To entrench good habits means we must make them who we are on an unconscious level - where our body and unthinkingness feels native.

When I began my job in the government I was thrilled and filled with anxiety. It was the first job where I felt I had been hired because I was smart - and I was completely fearful about 'when they would find out' - that I wasn't the person/capability they had hired - that I would fail to meet their expectations. Maybe on a deeper level I was fearful that I would be abandoned. Now I think this was the discomfort of having moved into 'alien territory' - a territory where I was expected to be a native while I really felt I was an immigrant.

This September, I will have worked for the government for 24 years - in many ways I am more comfortable with being a 'smart person' but I still feel deeply like an immigrant - still an alien in a strange land. I have become a 'known alien' one that has been able to form some sort of comfortable habitat in this environment. But I still struggle with the 'imposter syndrome' in the sense that I feel I'm unlike the other. Then again, I think everyone is also a curious anomaly.

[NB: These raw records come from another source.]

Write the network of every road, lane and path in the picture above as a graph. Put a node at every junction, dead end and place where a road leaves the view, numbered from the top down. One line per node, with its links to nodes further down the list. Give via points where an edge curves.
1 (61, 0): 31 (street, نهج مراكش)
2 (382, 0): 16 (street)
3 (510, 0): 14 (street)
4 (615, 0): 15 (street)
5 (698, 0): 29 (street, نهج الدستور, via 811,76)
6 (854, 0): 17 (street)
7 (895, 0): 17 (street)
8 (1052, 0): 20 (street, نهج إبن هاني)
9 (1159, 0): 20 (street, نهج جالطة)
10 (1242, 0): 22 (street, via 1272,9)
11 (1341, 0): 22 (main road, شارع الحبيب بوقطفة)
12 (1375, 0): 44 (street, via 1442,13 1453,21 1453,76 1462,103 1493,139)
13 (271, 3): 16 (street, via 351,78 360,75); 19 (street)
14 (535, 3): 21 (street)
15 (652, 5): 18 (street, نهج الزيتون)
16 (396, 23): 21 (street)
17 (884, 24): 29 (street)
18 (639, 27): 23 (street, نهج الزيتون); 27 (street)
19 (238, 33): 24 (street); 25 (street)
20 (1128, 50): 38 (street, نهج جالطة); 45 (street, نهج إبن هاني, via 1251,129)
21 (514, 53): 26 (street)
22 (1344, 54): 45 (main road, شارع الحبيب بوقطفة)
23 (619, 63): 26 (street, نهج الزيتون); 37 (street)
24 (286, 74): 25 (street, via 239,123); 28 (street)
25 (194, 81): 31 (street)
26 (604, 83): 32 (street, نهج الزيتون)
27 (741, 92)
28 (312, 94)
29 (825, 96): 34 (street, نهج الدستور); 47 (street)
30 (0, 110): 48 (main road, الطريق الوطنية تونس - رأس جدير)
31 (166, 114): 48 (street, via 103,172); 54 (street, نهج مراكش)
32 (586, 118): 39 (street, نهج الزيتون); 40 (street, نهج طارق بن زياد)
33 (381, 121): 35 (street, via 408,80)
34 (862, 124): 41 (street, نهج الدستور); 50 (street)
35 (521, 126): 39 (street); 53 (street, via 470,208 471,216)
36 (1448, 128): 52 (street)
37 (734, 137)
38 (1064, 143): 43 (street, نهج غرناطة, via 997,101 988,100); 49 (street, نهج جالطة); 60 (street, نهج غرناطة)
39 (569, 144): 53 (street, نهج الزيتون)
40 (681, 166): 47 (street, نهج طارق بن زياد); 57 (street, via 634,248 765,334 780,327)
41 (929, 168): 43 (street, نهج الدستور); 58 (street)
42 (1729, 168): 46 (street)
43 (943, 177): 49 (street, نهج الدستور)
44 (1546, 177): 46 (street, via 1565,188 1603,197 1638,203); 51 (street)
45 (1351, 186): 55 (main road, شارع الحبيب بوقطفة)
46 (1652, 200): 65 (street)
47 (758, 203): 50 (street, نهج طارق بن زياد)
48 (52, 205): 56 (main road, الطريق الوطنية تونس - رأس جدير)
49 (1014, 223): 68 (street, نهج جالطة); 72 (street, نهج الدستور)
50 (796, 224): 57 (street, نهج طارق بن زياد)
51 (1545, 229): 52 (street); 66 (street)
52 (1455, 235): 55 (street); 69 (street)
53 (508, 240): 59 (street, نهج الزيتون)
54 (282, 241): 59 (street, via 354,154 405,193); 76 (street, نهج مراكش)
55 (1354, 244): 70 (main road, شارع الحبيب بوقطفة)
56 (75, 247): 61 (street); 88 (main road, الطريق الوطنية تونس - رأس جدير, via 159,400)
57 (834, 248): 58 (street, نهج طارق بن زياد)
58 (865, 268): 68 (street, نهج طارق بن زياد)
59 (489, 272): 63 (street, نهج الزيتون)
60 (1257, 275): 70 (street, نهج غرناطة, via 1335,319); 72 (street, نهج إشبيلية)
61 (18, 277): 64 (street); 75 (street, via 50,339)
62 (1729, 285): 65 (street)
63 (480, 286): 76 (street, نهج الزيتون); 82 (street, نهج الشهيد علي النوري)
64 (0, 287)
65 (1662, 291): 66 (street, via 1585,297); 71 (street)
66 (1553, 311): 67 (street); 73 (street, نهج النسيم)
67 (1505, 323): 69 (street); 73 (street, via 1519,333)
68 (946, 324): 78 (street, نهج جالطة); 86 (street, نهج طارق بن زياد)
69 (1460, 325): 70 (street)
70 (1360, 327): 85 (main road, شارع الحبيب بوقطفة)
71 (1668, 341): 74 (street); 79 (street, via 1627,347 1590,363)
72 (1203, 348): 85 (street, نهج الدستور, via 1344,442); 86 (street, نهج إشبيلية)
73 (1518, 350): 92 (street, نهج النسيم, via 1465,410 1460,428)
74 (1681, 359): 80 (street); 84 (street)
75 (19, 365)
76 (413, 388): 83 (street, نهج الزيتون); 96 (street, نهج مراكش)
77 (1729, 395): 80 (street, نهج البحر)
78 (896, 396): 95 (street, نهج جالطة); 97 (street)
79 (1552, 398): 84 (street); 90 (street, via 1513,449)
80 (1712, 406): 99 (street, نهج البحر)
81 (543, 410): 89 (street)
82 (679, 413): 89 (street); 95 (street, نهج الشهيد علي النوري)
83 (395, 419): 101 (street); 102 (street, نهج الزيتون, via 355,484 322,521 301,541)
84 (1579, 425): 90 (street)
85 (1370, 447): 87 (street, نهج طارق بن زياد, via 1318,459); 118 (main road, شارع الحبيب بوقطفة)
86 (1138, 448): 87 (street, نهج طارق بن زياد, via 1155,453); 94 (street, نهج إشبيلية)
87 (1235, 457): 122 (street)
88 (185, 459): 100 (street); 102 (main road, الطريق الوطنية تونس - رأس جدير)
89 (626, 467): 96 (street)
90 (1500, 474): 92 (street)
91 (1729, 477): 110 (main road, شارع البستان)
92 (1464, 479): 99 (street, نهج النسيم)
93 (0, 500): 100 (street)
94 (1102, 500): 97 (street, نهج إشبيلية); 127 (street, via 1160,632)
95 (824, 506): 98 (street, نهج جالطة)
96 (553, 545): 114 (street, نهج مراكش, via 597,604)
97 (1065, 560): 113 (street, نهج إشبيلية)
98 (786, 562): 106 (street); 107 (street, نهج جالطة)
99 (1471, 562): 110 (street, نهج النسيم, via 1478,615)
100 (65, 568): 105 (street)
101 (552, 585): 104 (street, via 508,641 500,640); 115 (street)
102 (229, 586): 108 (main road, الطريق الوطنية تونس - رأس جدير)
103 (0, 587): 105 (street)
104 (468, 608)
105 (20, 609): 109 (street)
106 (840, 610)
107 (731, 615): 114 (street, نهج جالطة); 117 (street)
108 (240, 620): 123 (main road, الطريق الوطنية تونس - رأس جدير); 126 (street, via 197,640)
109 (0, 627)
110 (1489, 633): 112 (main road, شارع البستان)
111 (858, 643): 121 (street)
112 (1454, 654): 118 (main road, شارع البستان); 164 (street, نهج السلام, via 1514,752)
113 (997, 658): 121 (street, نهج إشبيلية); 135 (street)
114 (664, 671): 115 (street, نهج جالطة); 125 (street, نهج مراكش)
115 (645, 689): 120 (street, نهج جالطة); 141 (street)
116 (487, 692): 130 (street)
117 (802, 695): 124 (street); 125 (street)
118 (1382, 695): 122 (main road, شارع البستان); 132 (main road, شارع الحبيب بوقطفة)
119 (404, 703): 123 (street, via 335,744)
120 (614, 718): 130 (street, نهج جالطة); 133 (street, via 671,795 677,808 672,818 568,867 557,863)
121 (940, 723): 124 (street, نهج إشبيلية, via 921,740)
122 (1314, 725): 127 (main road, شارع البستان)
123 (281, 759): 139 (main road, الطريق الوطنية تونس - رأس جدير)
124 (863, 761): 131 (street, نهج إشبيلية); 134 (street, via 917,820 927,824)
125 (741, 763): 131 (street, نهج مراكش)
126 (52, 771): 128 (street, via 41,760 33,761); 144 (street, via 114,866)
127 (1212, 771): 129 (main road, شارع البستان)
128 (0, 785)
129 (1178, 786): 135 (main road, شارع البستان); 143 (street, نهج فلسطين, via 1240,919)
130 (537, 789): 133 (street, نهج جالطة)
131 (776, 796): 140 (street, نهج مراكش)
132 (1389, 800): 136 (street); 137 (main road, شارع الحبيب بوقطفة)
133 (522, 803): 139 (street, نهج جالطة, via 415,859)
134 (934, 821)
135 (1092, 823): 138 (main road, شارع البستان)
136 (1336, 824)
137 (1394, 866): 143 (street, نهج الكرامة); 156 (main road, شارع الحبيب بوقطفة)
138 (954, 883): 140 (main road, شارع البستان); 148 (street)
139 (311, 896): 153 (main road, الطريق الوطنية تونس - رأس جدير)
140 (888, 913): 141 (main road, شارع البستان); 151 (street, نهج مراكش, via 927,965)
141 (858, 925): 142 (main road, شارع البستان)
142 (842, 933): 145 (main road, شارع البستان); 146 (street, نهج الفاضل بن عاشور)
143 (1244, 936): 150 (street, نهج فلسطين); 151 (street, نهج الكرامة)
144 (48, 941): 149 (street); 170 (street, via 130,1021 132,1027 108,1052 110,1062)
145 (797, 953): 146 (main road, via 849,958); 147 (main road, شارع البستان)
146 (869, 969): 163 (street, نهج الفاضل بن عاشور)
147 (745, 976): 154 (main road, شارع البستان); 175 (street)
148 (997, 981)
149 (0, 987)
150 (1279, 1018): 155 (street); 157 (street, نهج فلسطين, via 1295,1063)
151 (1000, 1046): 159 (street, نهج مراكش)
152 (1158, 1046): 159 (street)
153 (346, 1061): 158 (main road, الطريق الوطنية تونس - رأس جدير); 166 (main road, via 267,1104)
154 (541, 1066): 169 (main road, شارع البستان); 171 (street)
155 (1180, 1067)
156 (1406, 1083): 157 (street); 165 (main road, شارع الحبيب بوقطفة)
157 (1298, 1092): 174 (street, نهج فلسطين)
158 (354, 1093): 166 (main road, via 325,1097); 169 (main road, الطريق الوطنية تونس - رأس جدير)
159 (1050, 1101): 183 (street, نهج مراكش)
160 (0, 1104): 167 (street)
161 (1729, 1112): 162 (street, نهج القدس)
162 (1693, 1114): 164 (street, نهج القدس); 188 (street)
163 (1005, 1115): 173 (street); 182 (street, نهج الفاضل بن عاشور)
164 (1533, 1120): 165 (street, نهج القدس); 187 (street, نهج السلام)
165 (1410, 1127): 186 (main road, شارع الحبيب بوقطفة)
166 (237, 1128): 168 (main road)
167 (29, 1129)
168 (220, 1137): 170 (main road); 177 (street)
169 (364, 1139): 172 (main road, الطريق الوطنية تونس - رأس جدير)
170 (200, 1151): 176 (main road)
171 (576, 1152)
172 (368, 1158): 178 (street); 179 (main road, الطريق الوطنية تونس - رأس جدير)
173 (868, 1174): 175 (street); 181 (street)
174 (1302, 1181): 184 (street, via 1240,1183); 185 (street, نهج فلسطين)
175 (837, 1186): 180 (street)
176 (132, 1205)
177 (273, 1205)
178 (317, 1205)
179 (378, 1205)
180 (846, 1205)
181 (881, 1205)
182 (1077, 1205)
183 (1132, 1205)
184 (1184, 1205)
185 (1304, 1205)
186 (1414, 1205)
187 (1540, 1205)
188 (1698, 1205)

I have for a while described myself as 'organizationally disabled' as a way to explain myself - to justify myself or to excuse my weirdness. Today, walking home I realized that in the context of bureaucracy (as a Kafka-esque arcaneness) - the context of being a 'scientist in a science organization' with the expectation of having achieved a sort of basic mastery of administrative competence - that I am suffer something that is more like organizational autism. That I am 'unable to see' (not individual emotional signals) but the political signals of bureaucratic life. What I have recreated in my career is a sort of 'abandoned child career' within the bureaucracy. I have never been able to lose that abandonment 'accent'.

However, what I have done is transform this narrative into a more useful and healthy form. By becoming a 'futurist' a 'foresight' research/expert I remain totally 'outside the box' - in fact I have been introduced as - 'here's John, you've heard of someone thinks outside the box - John doesn't know where the box is'. Many people have remarked that they are 'happy' that someone like me is part of the organization. This truly is a compliment - a real acknowledgement of my uniqueness and the importance of the different contribution that I make to the 'whole'. Yet - I continue to feel that I've never been understood - that I anyone has grasped how best to 'use me and my particular intelligence/capability/skills'.

The metaphor of my career is the David Bowie song with the line, "Ground control to Major Thom". I have always felt like Major Thom at the very end of a very fragile tether, a ethereal connection to the broader purposes of everyone around me. And in a very complex way - this is where I have been comfortable - where I've felt I am my 'authentic self'. What I have done in my career is transform the narrative 'abandoned child' (conflated with the isolated male archetype) into a more positive and 'comforting' strange attractor that - gravitates around this alien uniqueness - this 'high performing' organizational autism.

In the end - I know I have to continue on this path of self-transformation. And in some way I have to step up to and embrace the expectations of some sort of organizational competence. This is deeply uncomfortable. But that is the whole point - real change of self - can never be an experience of comfort - an experience where we feel that we are in our 'native territory'. Real change of self must always be an experience of immigration to new territories of self. Is it a surprise - that one of the most popular lines of the 20th century - anticipating a future that is everpresent is  "to boldly go, where no man has gone before". This is line is a paradox as well - highlighting in its word a truth - yet comforting in its stories - for Kirk always remained Kirk. The truth of change is the experience of emigration from the known territories of self and immigration into alien unknown territories of possible new selves. Selves that we are not comfortable with or even can know before we learn to inhabit.

This is what the modern man fears - this is deeply part of the the fear of men.